Então, Maricella recebeu uma ligação sobre duas irmãs com nove e dez anos. “Um dia eu recebi a ligação sobre duas irmãs, com 9 e 10 anos, que estavam dormindo em um dos escritórios da equipe de assistência social. Nossa família era a 66ª para a qual eles ligavam, todas as outras haviam rejeitado as meninas. Eles não conseguiam encontrar uma casa para as meninas. Nós éramos jovens, sem experiência e não nos sentíamos prontos para crianças maiores. Mas mesmo assim, senti em meu coração a necessidade de aceitar receber as meninas. Se não as aceitássemos elas provavelmente seriam separadas e nós não queríamos separar irmãs. Eu aceitei receber as irmãs, mas confesso que tinha uma série de medos passando pela minha cabeça. Tínhamos medo de não conseguirmos nos conectar com as meninas ou de elas serem muito difíceis de lidar”, recorda-se Maricella.

Ela se recorda muito bem do primeiro encontro com as meninas. “Eu me lembro de abrir minha porta e ver diante de mim duas meninas com frio e chorando. Elas vieram para nós só com a roupa do corpo. Elas não conversavam conosco e nem chegavam perto de mim. Elas se recusavam a dormir em camas separadas porque tinham medo de serem separadas, elas já haviam sido separadas em outras situações. Elas tinham medo de se aproximar porque já haviam sofrido abusos em outros lares”.

Maricella também se recorda do que sentiu nos primeiros momentos com as filhas. “Eu me lembro do quão preocupados nós estávamos. Existem muitos mitos sobre a adoção de crianças maiores e nós acreditamos em todos eles. Nós estávamos esperando o pior. E o que recebemos duas meninas que estavam machucadas e com medo. Foi difícil, mas com o tempo e muito amor e cuidados, a barreira que elas haviam criado começou a ceder e nós passamos a notar pequenas mudanças. Eu nunca pensei que meu coração iria explodir de amor só porque uma menina me deixou pentear os cabelos dela. Ou que eu iria chorar de emoção ao ouvir o primeiro: ‘eu te amo’. Eu entendo muito o lado delas. Afinal, é preciso ter muita força e fé para se abrir novamente para dois estranhos, mesmo correndo o risco de se machucar”.

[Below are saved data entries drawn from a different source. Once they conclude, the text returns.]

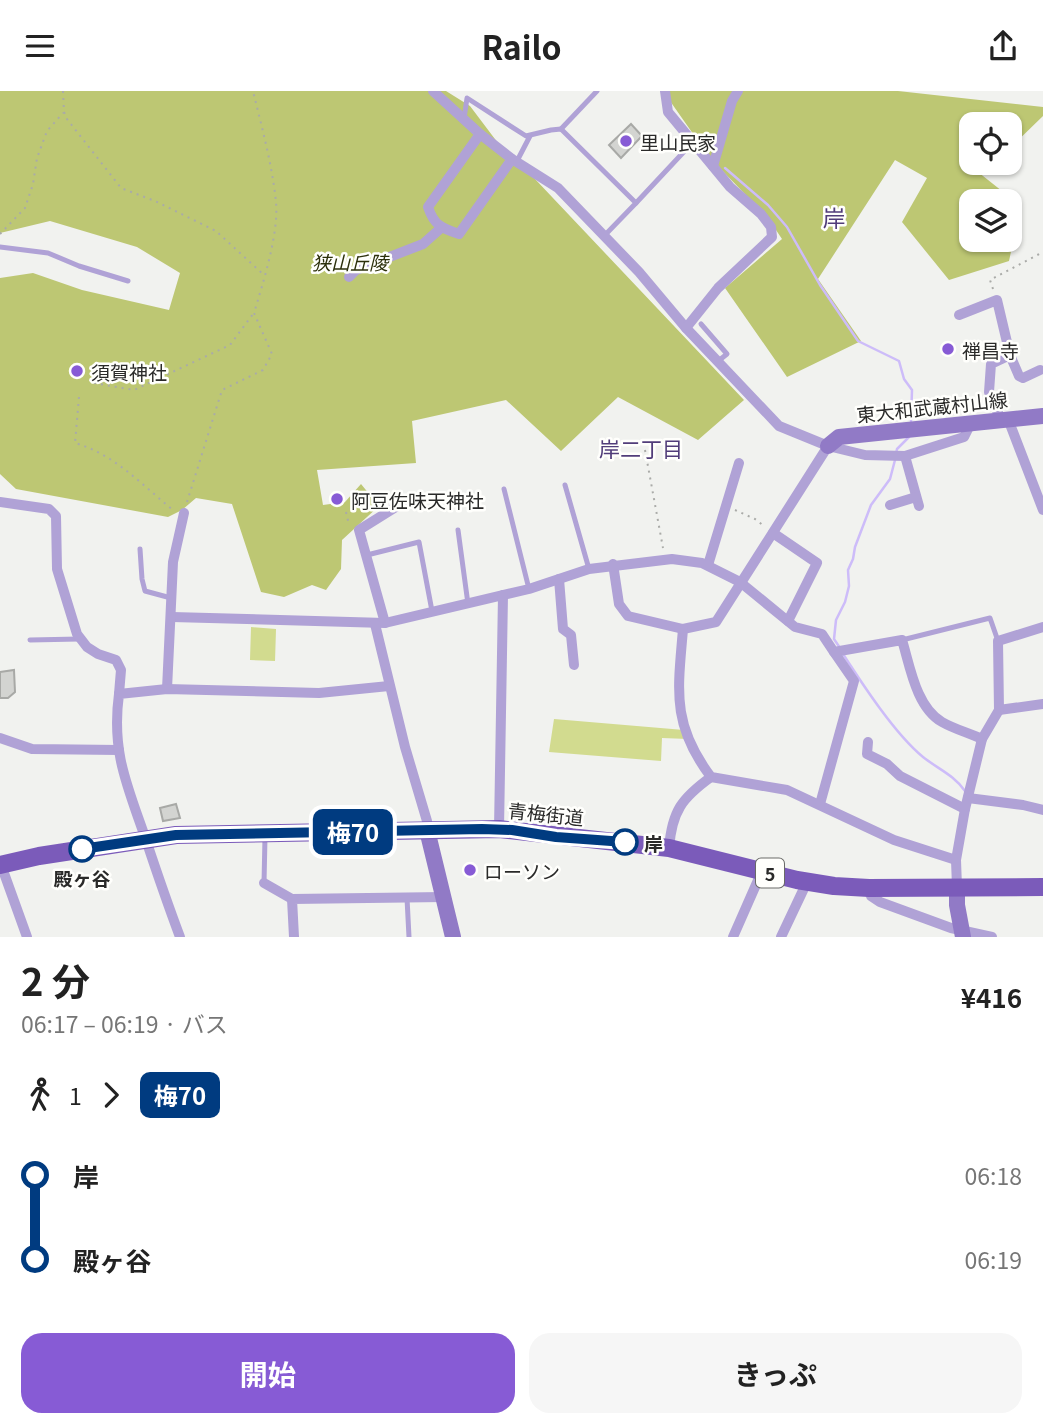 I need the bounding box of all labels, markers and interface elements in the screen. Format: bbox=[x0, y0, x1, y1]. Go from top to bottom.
text: Railo bbox=[481, 23, 562, 69]
icon: menu bbox=[21, 27, 59, 65]
icon: share bbox=[984, 27, 1022, 65]
map controls bbox=[959, 112, 1022, 252]
button: locate bbox=[959, 112, 1022, 175]
place label: 里山民家 bbox=[640, 128, 716, 155]
marker: 里山民家 bbox=[618, 133, 634, 149]
button: layers bbox=[959, 189, 1022, 252]
district label: 岸 bbox=[823, 200, 846, 234]
park label: 狭山丘陵 bbox=[312, 248, 390, 275]
place label: 禅昌寺 bbox=[962, 336, 1019, 363]
marker: 禅昌寺 bbox=[940, 341, 956, 357]
place label: 須賀神社 bbox=[91, 358, 167, 385]
marker: 須賀神社 bbox=[69, 363, 85, 379]
street label: 東大和武蔵村山線 bbox=[855, 385, 1009, 427]
district label: 岸二丁目 bbox=[599, 433, 683, 463]
place label: 阿豆佐味天神社 bbox=[351, 486, 484, 513]
marker: 阿豆佐味天神社 bbox=[329, 491, 345, 507]
street label: 青梅街道 bbox=[507, 796, 585, 830]
line badge: 梅70 bbox=[313, 809, 393, 855]
text: 梅70 bbox=[327, 814, 379, 849]
marker: 岸 bbox=[612, 829, 638, 855]
place label: 岸 bbox=[644, 829, 663, 856]
marker: 殿ヶ谷 bbox=[69, 836, 95, 862]
place label: ローソン bbox=[484, 857, 560, 884]
road number: 5 bbox=[756, 859, 784, 887]
marker: ローソン bbox=[462, 862, 478, 878]
place label: 殿ヶ谷 bbox=[53, 864, 111, 891]
text: 2 分 bbox=[21, 952, 90, 1007]
text: ¥416 bbox=[961, 978, 1022, 1015]
text: 06:17 – 06:19 · バス bbox=[21, 1006, 228, 1040]
icon: walk bbox=[21, 1076, 59, 1114]
icon: forward bbox=[92, 1076, 130, 1114]
text: 梅70 bbox=[154, 1077, 206, 1112]
text: 1 bbox=[69, 1078, 82, 1112]
text: 岸 bbox=[73, 1157, 99, 1194]
text: 06:18 bbox=[965, 1158, 1022, 1192]
text: 殿ヶ谷 bbox=[73, 1241, 151, 1278]
text: 06:19 bbox=[965, 1242, 1022, 1276]
button: 開始 bbox=[21, 1333, 515, 1413]
button: きっぷ bbox=[529, 1333, 1022, 1413] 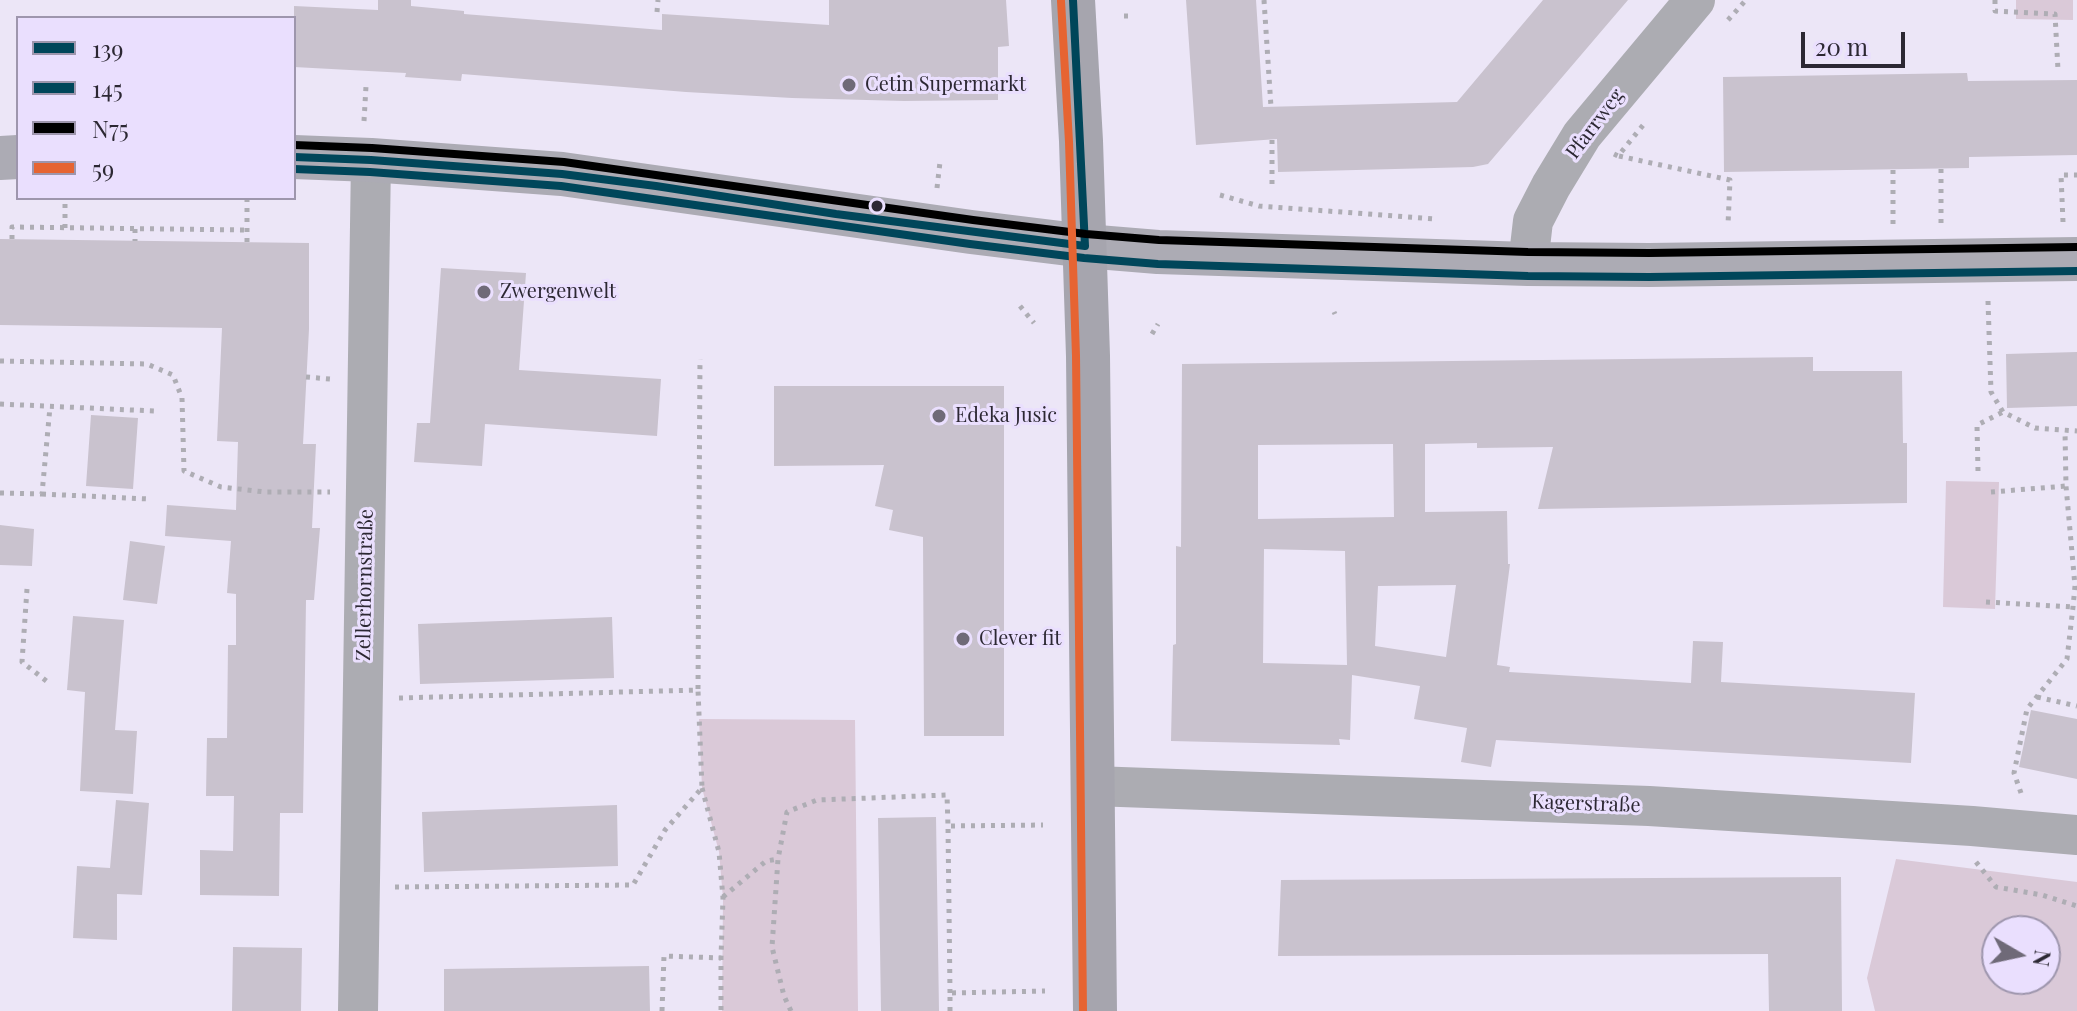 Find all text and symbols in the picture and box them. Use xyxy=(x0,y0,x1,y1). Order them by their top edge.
legend xyxy=(16,16,296,200)
scale bar xyxy=(1805,16,1909,66)
text: 20 m xyxy=(1815,30,1868,62)
text: 139 xyxy=(92,32,124,64)
text: 145 xyxy=(92,72,123,104)
place label: Cetin Supermarkt xyxy=(865,73,1026,97)
marker: Cetin Supermarkt xyxy=(840,76,858,94)
street label: Pfarrweg xyxy=(1561,84,1629,164)
text: N75 xyxy=(92,112,129,144)
text: 59 xyxy=(92,152,114,184)
unlabelled marker xyxy=(869,198,885,214)
place label: Zwergenwelt xyxy=(500,280,616,304)
marker: Zwergenwelt xyxy=(475,283,493,301)
place label: Edeka Jusic xyxy=(955,404,1057,428)
marker: Edeka Jusic xyxy=(930,407,948,425)
street label: Zellerhornstraße xyxy=(352,509,378,661)
place label: Clever fit xyxy=(979,627,1061,651)
marker: Clever fit xyxy=(954,630,972,648)
street label: Kagerstraße xyxy=(1531,790,1641,818)
north arrow xyxy=(1981,915,2061,995)
text: N xyxy=(2027,948,2059,969)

Após um bom tempo de convivência com as meninas, Maricella e o marido decidiram que gostariam de adotá-las para sempre! “Após as meninas terem ficado 1398 dias em lares temporários, sendo que 433 foram conosco, a assistente social nos perguntou se nós gostaríamos de adotá-las. E nós não pensamos duas vezes. Tudo o que mais queríamos era sermos a mãe e o pai delas. Agora não somos mais a família temporária delas, somos a família delas para sempre! Elas terão nosso sobrenome e elas serão nossas filhas e nós seremos sua mamãe e seu papai”.

O casal ouviu alguns comentários negativos sobre adotar crianças mais velhas. “Algumas pessoas nos disseram que adotar crianças maiores significa que perdemos parte da vida delas. Mas eu não sinto isso. Nossa vida juntos é algo novo para todos nós! Eu amo vê-las animadas para fazer algo novo. Nós não estávamos lá quando elas nasceram ou para ver seus primeiros passos. Mas agora nós estaremos com elas para sempre. Nós não vamos perder nenhum outro dia da vida delas. Quando elas chegaram até nós, começamos a ter várias primeiras vezes! Nós amamos ver essas duas meninas sorrindo após terem passado por tanta coisa na vida. Nós apreciamos cada abraço que elas nos dão e amamos estar por perto em cada nova descoberta. Paternidade e maternidade não acaba quando as crianças crescem, é algo para a vida toda”.

“Nós somos muito felizes por termos adotado crianças maiores! Adotá-las foi a melhor decisão de nossas vidas. Eu não consigo imaginar a vida sem as minhas filhas. Adotar crianças maiores era algo que eu e meu marido nunca havíamos pensado , quando decidimos adotar, pensávamos em adotar um bebê. Nós não nos sentíamos preparados para crianças maiores. Mas hoje eu percebi que nós nunca estamos completamente preparados para a maternidade/paternidade independente de ser um bebê ou uma criança maior. Quando você ouve seu filho maior te chamar de mãe ou pai pela primeira vez, seu coração derrete, faz todo o esforço valer a pena. Nossas filhas nos escolheram tanto quanto nós as escolhemos”, concluiu Maricella.